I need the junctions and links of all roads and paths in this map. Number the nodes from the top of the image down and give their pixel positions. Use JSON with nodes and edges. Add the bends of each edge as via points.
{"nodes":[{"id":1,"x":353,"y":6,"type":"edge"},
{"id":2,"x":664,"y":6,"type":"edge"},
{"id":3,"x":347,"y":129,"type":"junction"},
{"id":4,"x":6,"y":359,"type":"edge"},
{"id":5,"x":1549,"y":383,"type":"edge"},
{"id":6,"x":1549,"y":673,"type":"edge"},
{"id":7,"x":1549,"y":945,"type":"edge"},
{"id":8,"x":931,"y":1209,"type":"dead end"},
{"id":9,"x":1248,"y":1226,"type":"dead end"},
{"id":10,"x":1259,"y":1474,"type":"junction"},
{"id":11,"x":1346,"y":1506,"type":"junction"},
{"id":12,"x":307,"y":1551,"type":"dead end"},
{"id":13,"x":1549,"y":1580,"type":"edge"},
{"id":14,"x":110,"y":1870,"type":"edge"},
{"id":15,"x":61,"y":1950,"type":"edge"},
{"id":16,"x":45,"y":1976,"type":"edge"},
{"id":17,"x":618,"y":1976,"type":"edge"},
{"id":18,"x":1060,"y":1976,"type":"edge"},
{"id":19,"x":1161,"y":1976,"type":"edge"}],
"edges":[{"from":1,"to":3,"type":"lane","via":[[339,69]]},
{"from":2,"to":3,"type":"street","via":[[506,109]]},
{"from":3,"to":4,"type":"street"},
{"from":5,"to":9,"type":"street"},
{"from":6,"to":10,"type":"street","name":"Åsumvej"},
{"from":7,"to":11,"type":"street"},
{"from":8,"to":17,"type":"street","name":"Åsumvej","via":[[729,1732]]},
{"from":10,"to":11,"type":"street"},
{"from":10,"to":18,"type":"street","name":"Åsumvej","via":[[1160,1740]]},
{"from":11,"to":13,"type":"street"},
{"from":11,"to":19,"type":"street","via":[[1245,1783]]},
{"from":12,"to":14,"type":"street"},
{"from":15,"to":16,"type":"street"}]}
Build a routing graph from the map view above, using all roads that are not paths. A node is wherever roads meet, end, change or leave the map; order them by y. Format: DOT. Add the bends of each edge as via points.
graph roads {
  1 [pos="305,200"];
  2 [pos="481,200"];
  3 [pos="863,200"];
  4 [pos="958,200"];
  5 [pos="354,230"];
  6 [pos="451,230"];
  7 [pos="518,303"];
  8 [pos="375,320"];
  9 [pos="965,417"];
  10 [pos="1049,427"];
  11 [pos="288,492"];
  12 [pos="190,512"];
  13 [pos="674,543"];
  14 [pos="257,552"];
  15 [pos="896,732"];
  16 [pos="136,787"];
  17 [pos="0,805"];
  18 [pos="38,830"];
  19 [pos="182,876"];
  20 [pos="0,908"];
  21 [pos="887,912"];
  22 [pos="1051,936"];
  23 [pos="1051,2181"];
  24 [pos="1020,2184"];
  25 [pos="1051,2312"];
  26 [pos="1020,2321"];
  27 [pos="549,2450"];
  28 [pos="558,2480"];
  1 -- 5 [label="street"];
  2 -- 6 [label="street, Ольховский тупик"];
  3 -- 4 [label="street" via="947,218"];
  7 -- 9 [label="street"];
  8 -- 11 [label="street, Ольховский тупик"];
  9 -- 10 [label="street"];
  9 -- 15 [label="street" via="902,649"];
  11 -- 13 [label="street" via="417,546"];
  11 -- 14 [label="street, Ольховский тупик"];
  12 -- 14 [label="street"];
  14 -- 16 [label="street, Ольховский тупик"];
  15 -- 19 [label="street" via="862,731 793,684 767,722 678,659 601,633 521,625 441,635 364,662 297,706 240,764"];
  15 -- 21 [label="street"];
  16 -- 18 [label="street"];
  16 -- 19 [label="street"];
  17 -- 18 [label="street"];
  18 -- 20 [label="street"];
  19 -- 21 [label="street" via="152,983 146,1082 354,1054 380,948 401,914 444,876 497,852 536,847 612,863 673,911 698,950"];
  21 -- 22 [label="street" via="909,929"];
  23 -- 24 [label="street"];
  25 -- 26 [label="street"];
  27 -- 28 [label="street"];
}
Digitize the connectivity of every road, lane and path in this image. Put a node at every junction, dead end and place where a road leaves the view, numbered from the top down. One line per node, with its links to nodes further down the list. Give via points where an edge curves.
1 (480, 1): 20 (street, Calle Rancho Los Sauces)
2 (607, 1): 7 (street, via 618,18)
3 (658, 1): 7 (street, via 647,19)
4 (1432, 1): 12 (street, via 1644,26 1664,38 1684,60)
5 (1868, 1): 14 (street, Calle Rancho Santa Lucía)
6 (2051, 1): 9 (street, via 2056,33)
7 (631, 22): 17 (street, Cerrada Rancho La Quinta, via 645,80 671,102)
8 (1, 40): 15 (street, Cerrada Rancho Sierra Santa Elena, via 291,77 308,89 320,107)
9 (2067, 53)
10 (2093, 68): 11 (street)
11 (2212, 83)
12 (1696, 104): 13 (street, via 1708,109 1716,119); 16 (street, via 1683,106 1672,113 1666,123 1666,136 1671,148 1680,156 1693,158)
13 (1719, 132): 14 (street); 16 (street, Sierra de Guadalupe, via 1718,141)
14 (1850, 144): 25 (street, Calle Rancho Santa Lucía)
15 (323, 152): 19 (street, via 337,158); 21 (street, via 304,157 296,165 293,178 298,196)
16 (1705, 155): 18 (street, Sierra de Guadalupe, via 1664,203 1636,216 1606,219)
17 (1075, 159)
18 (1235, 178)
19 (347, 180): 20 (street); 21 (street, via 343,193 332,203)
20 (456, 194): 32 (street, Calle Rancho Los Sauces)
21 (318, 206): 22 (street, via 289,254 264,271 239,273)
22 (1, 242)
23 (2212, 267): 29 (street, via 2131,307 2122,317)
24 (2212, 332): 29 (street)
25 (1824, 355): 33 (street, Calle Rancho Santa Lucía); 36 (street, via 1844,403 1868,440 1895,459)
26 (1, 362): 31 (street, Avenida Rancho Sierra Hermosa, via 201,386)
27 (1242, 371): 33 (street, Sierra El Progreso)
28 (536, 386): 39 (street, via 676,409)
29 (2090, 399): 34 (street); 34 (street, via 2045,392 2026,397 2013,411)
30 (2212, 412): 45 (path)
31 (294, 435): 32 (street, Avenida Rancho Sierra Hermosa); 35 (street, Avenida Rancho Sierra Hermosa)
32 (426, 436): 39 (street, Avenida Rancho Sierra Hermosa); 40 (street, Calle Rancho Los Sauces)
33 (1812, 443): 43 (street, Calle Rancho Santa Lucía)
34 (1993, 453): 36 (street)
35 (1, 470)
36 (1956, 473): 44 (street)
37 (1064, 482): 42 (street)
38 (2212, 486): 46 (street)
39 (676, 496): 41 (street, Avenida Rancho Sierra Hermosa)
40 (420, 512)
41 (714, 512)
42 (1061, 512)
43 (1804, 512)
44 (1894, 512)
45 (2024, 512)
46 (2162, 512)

What you will do ▸ What is needed is an exact restatement of every record above.

Expected answer ▸
I need the junctions and links of all roads and paths in this map. Number the nodes from the top of the image down and give their pixel positions. Use JSON with nodes and edges. Add the bends of each edge as via points.
{"nodes":[{"id":1,"x":353,"y":6,"type":"edge"},
{"id":2,"x":664,"y":6,"type":"edge"},
{"id":3,"x":347,"y":129,"type":"junction"},
{"id":4,"x":6,"y":359,"type":"edge"},
{"id":5,"x":1549,"y":383,"type":"edge"},
{"id":6,"x":1549,"y":673,"type":"edge"},
{"id":7,"x":1549,"y":945,"type":"edge"},
{"id":8,"x":931,"y":1209,"type":"dead end"},
{"id":9,"x":1248,"y":1226,"type":"dead end"},
{"id":10,"x":1259,"y":1474,"type":"junction"},
{"id":11,"x":1346,"y":1506,"type":"junction"},
{"id":12,"x":307,"y":1551,"type":"dead end"},
{"id":13,"x":1549,"y":1580,"type":"edge"},
{"id":14,"x":110,"y":1870,"type":"edge"},
{"id":15,"x":61,"y":1950,"type":"edge"},
{"id":16,"x":45,"y":1976,"type":"edge"},
{"id":17,"x":618,"y":1976,"type":"edge"},
{"id":18,"x":1060,"y":1976,"type":"edge"},
{"id":19,"x":1161,"y":1976,"type":"edge"}],
"edges":[{"from":1,"to":3,"type":"lane","via":[[339,69]]},
{"from":2,"to":3,"type":"street","via":[[506,109]]},
{"from":3,"to":4,"type":"street"},
{"from":5,"to":9,"type":"street"},
{"from":6,"to":10,"type":"street","name":"Åsumvej"},
{"from":7,"to":11,"type":"street"},
{"from":8,"to":17,"type":"street","name":"Åsumvej","via":[[729,1732]]},
{"from":10,"to":11,"type":"street"},
{"from":10,"to":18,"type":"street","name":"Åsumvej","via":[[1160,1740]]},
{"from":11,"to":13,"type":"street"},
{"from":11,"to":19,"type":"street","via":[[1245,1783]]},
{"from":12,"to":14,"type":"street"},
{"from":15,"to":16,"type":"street"}]}
Build a routing graph from the map view above, using all roads that are not paths. A node is wherever roads meet, end, change or leave the map; order them by y. Format: DOT. Add the bends of each edge as via points.
graph roads {
  1 [pos="305,200"];
  2 [pos="481,200"];
  3 [pos="863,200"];
  4 [pos="958,200"];
  5 [pos="354,230"];
  6 [pos="451,230"];
  7 [pos="518,303"];
  8 [pos="375,320"];
  9 [pos="965,417"];
  10 [pos="1049,427"];
  11 [pos="288,492"];
  12 [pos="190,512"];
  13 [pos="674,543"];
  14 [pos="257,552"];
  15 [pos="896,732"];
  16 [pos="136,787"];
  17 [pos="0,805"];
  18 [pos="38,830"];
  19 [pos="182,876"];
  20 [pos="0,908"];
  21 [pos="887,912"];
  22 [pos="1051,936"];
  23 [pos="1051,2181"];
  24 [pos="1020,2184"];
  25 [pos="1051,2312"];
  26 [pos="1020,2321"];
  27 [pos="549,2450"];
  28 [pos="558,2480"];
  1 -- 5 [label="street"];
  2 -- 6 [label="street, Ольховский тупик"];
  3 -- 4 [label="street" via="947,218"];
  7 -- 9 [label="street"];
  8 -- 11 [label="street, Ольховский тупик"];
  9 -- 10 [label="street"];
  9 -- 15 [label="street" via="902,649"];
  11 -- 13 [label="street" via="417,546"];
  11 -- 14 [label="street, Ольховский тупик"];
  12 -- 14 [label="street"];
  14 -- 16 [label="street, Ольховский тупик"];
  15 -- 19 [label="street" via="862,731 793,684 767,722 678,659 601,633 521,625 441,635 364,662 297,706 240,764"];
  15 -- 21 [label="street"];
  16 -- 18 [label="street"];
  16 -- 19 [label="street"];
  17 -- 18 [label="street"];
  18 -- 20 [label="street"];
  19 -- 21 [label="street" via="152,983 146,1082 354,1054 380,948 401,914 444,876 497,852 536,847 612,863 673,911 698,950"];
  21 -- 22 [label="street" via="909,929"];
  23 -- 24 [label="street"];
  25 -- 26 [label="street"];
  27 -- 28 [label="street"];
}
Digitize the connectivity of every road, lane and path in this image. Put a node at every junction, dead end and place where a road leaves the view, numbered from the top down. One line per node, with its links to nodes further down the list. Give via points where an edge curves.
1 (480, 1): 20 (street, Calle Rancho Los Sauces)
2 (607, 1): 7 (street, via 618,18)
3 (658, 1): 7 (street, via 647,19)
4 (1432, 1): 12 (street, via 1644,26 1664,38 1684,60)
5 (1868, 1): 14 (street, Calle Rancho Santa Lucía)
6 (2051, 1): 9 (street, via 2056,33)
7 (631, 22): 17 (street, Cerrada Rancho La Quinta, via 645,80 671,102)
8 (1, 40): 15 (street, Cerrada Rancho Sierra Santa Elena, via 291,77 308,89 320,107)
9 (2067, 53)
10 (2093, 68): 11 (street)
11 (2212, 83)
12 (1696, 104): 13 (street, via 1708,109 1716,119); 16 (street, via 1683,106 1672,113 1666,123 1666,136 1671,148 1680,156 1693,158)
13 (1719, 132): 14 (street); 16 (street, Sierra de Guadalupe, via 1718,141)
14 (1850, 144): 25 (street, Calle Rancho Santa Lucía)
15 (323, 152): 19 (street, via 337,158); 21 (street, via 304,157 296,165 293,178 298,196)
16 (1705, 155): 18 (street, Sierra de Guadalupe, via 1664,203 1636,216 1606,219)
17 (1075, 159)
18 (1235, 178)
19 (347, 180): 20 (street); 21 (street, via 343,193 332,203)
20 (456, 194): 32 (street, Calle Rancho Los Sauces)
21 (318, 206): 22 (street, via 289,254 264,271 239,273)
22 (1, 242)
23 (2212, 267): 29 (street, via 2131,307 2122,317)
24 (2212, 332): 29 (street)
25 (1824, 355): 33 (street, Calle Rancho Santa Lucía); 36 (street, via 1844,403 1868,440 1895,459)
26 (1, 362): 31 (street, Avenida Rancho Sierra Hermosa, via 201,386)
27 (1242, 371): 33 (street, Sierra El Progreso)
28 (536, 386): 39 (street, via 676,409)
29 (2090, 399): 34 (street); 34 (street, via 2045,392 2026,397 2013,411)
30 (2212, 412): 45 (path)
31 (294, 435): 32 (street, Avenida Rancho Sierra Hermosa); 35 (street, Avenida Rancho Sierra Hermosa)
32 (426, 436): 39 (street, Avenida Rancho Sierra Hermosa); 40 (street, Calle Rancho Los Sauces)
33 (1812, 443): 43 (street, Calle Rancho Santa Lucía)
34 (1993, 453): 36 (street)
35 (1, 470)
36 (1956, 473): 44 (street)
37 (1064, 482): 42 (street)
38 (2212, 486): 46 (street)
39 (676, 496): 41 (street, Avenida Rancho Sierra Hermosa)
40 (420, 512)
41 (714, 512)
42 (1061, 512)
43 (1804, 512)
44 (1894, 512)
45 (2024, 512)
46 (2162, 512)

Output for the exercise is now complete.